The confusion matrix for the XGBoost model shows excellent overall performance, with a high correct classification rate on the diagonal: 89,463 “benign” instances and 89,282 cases of mqtt_dos_connect_flood, demonstrating high reliability for the majority classes. However, some confusion remains between similar classes, with mqtt_ddos_publish_flood sometimes incorrectly predicted as mqtt_dos_connect_flood (247 errors), recon_port_scan being confused with “benign” (1429 errors), and tcp_ip_dos_icmp being sometimes identified as tcp_ip_dos_udp. These errors highlight that common characteristics make it difficult for the model to distinguish between them.
Table 6 presents the quantitative error analysis of the XGBoost model using the Top-10 feature subset, highlighting the distribution of prediction errors and the model’s classification consistency across different attack categories.
The XGBoost Top-15 model exhibits excellent classification performance for the primary classes; however, some targeted confusion persists between similar classes. The matrix is shown in
Figure 12.
The main diagonal of the confusion matrix shows high values, indicating a large number of correct classifications for each class. This reflects the model’s solid performance in recognizing majority classes, such as benign traffic or mqtt_ddos_connect_flood attacks. Some errors persist between closely related classes:
mqtt_ddos_publish_flood is sometimes confused with mqtt_ddos_connect_flood.
recon_port_scan is sometimes classified as benign.
tcp_ip_ddos_icmp is sometimes identified as tcp_ip_ddos_udp.
Table 7 presents a quantitative error analysis of the XGBoost model with the Top-15 feature subset, illustrating how additional features affect prediction accuracy and error distribution across attack classes.
These confusions suggest that certain classes share similar network characteristics, making it difficult for the model to distinguish between them.

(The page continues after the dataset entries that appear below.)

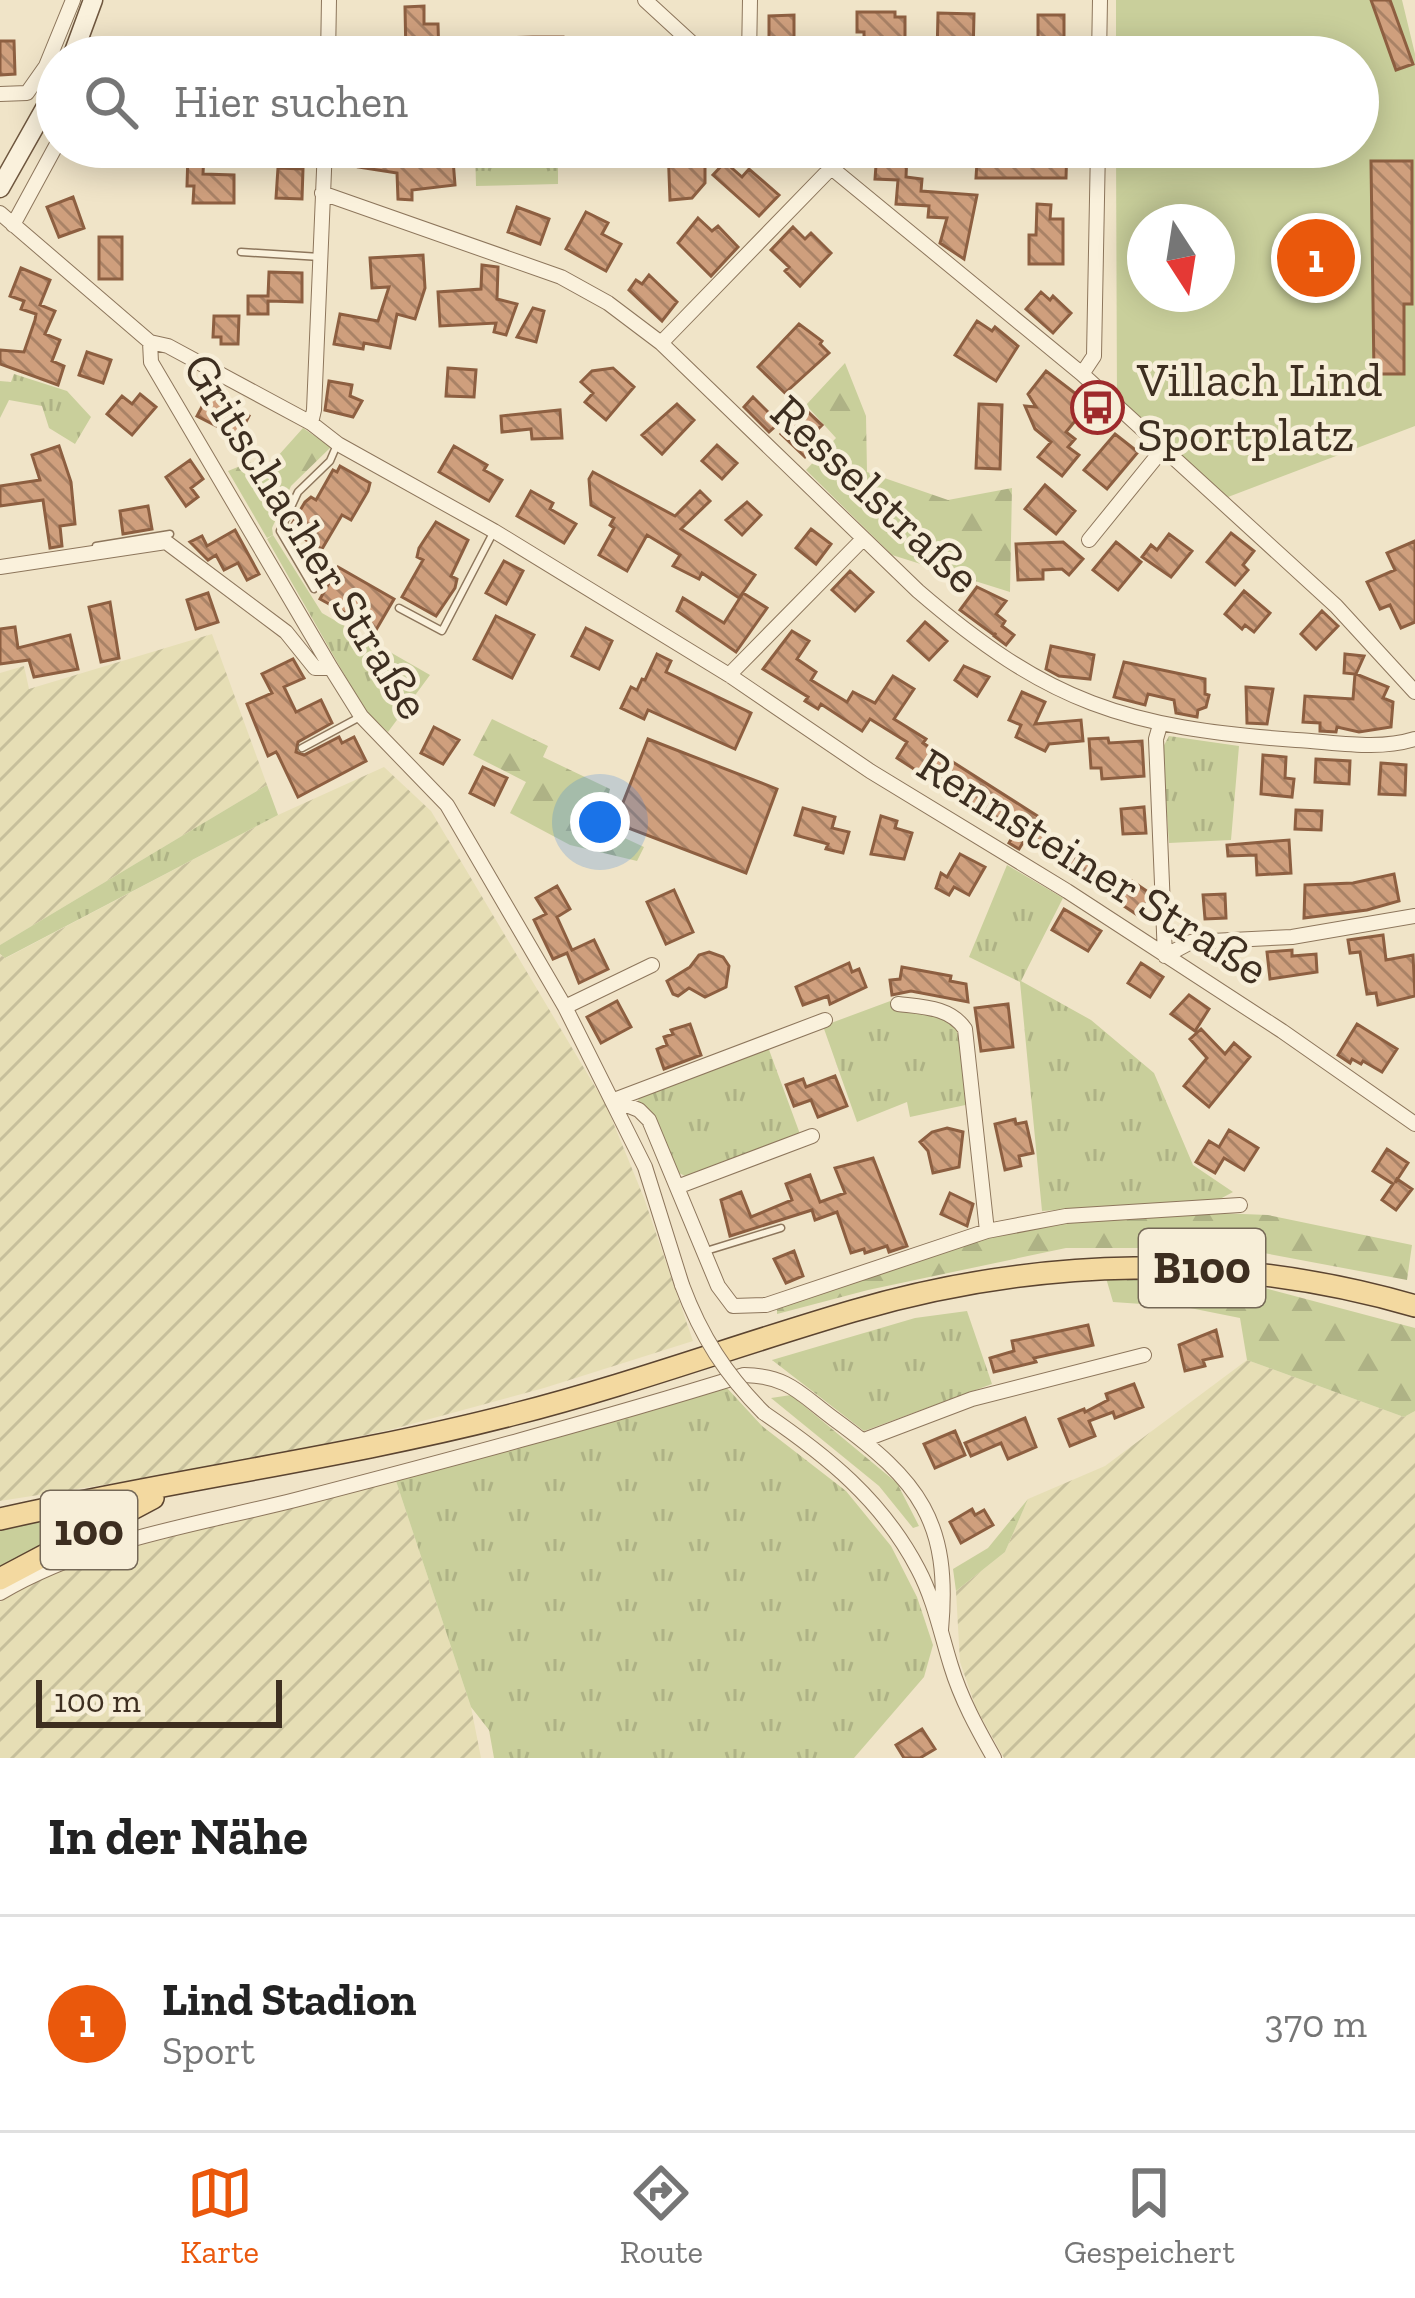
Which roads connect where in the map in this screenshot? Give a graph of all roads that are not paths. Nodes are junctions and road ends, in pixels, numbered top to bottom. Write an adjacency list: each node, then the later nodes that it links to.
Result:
1 (73, 0): 7 (street)
2 (93, 0): 8 (main road)
3 (329, 0): 9 (street)
4 (645, 0): 10 (street)
5 (749, 0): 11 (street)
6 (1100, 0): 12 (street)
7 (58, 36)
8 (80, 36)
9 (328, 36)
10 (684, 36)
11 (749, 36)
12 (1099, 36)
13 (36, 80): 14 (street)
14 (0, 94)
15 (36, 124): 21 (main road)
16 (44, 168): 24 (street)
17 (324, 168): 22 (street)
18 (831, 168): 28 (street)
19 (833, 168): 29 (street)
20 (1098, 168): 29 (street)
21 (0, 188)
22 (322, 193): 26 (street); 28 (street, Resselstraße)
23 (0, 213): 24 (street, Rennsteiner Straße)
24 (14, 225): 27 (street, Rennsteiner Straße)
25 (242, 252): 26 (lane)
26 (320, 257): 30 (street)
27 (150, 342): 30 (street, Rennsteiner Straße); 41 (street, Gritschacher Straße)
28 (661, 343): 35 (street, Resselstraße)
29 (1082, 374): 32 (street)
30 (310, 423): 31 (street, Rennsteiner Straße)
31 (338, 444): 33 (street, Rennsteiner Straße); 39 (lane)
32 (1162, 450): 36 (street); 43 (street)
33 (494, 531): 40 (lane); 42 (street, Rennsteiner Straße)
34 (170, 533): 37 (lane)
35 (863, 539): 42 (street); 45 (street, Resselstraße)
36 (1090, 540)
37 (69, 557): 38 (street); 41 (street)
38 (0, 567)
39 (314, 590)
40 (399, 608)
41 (331, 668): 44 (street, Gritschacher Straße)
42 (729, 675): 49 (street, Rennsteiner Straße)
43 (1415, 692)
44 (362, 716): 47 (lane); 52 (street, Gritschacher Straße)
45 (1160, 725): 46 (street, Resselstraße); 49 (street)
46 (1415, 739)
47 (302, 748)
48 (1415, 916): 49 (street)
49 (1165, 956): 55 (street, Rennsteiner Straße)
50 (652, 965): 52 (street)
51 (898, 1004): 60 (street)
52 (565, 1007): 54 (street, Gritschacher Straße)
53 (825, 1020): 54 (street)
54 (614, 1100): 57 (street); 69 (street, Gritschacher Straße, bridge)
55 (1415, 1124)
56 (812, 1136): 57 (street)
57 (677, 1187): 61 (street)
58 (1240, 1205): 60 (street)
59 (781, 1228): 61 (lane)
60 (987, 1231): 61 (street)
61 (706, 1251)
62 (1415, 1306): 65 (main road, B100)
63 (1144, 1355): 64 (street)
64 (864, 1440): 68 (street, Gritschacher Straße); 69 (street, Gritschacher Straße)
65 (180, 1485): 66 (main road, B100); 67 (main road, 100)
66 (0, 1519)
67 (0, 1579)
68 (0, 1593)
69 (941, 1630): 70 (street, Gritschacher Straße)
70 (994, 1758)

The XGBoost model confusion matrix for all features is shown in
Figure 13.
Table 8 presents the quantitative error analysis of the XGBoost model using all features, providing insights into how the complete feature set affects classification accuracy and error distribution across different attack categories.
4.4.2. LightGBM
The LightGBM model, trained on the Top-10 features, demonstrates high effectiveness at detecting massive attacks, including floods, ICMP, SYN, and UDP. Most classes are correctly identified with a limited error rate. However, confusion persists between similar attacks, such as mqtt_ddos_connect_flood and mqtt_ddos_publish_flood, or tcp_ip_ddos_udp and tcp_ip_ddos_icmp/syn. The recon_port_scan class is more complex, as it shares several features with benign traffic and other attacks. These results highlight the model’s robustness while indicating the need to improve its ability to differentiate specific similar attacks.
Table 9 presents the quantitative error analysis of the LightGBM model with the Top-10 feature subset, showing the model’s predictive performance and error distribution across the various attack categories.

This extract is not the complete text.